What this task involves =>
Only the lines that hold "thumb" should be in the answer, each copied from the data below.

(Dataset excerpts)
————————
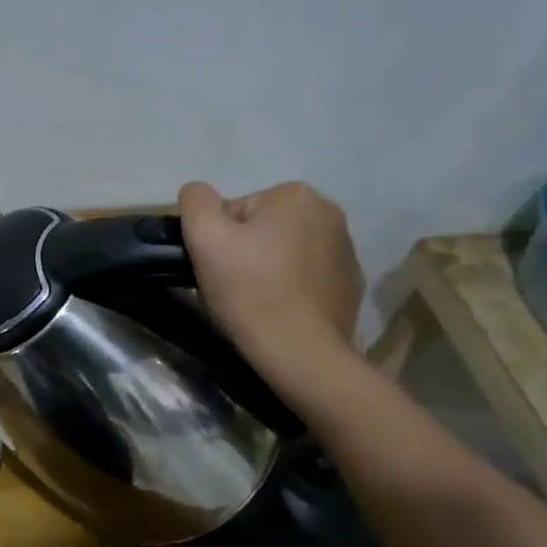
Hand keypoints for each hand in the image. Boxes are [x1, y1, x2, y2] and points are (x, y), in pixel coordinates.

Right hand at [177, 181, 363, 377]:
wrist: (300, 353)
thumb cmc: (250, 290)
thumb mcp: (204, 237)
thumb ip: (195, 201)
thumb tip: (198, 193)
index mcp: (295, 195)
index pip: (236, 210)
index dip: (219, 239)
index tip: (218, 268)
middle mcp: (329, 213)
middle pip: (263, 227)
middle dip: (245, 251)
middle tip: (232, 286)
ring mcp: (346, 249)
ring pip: (285, 251)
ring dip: (268, 268)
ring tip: (256, 302)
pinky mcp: (351, 284)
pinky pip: (307, 275)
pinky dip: (291, 287)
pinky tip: (280, 311)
————————
Exercise response =>
thumb cmc: (250, 290)
thumb mcp: (204, 237)
thumb ip: (195, 201)
thumb tip: (198, 193)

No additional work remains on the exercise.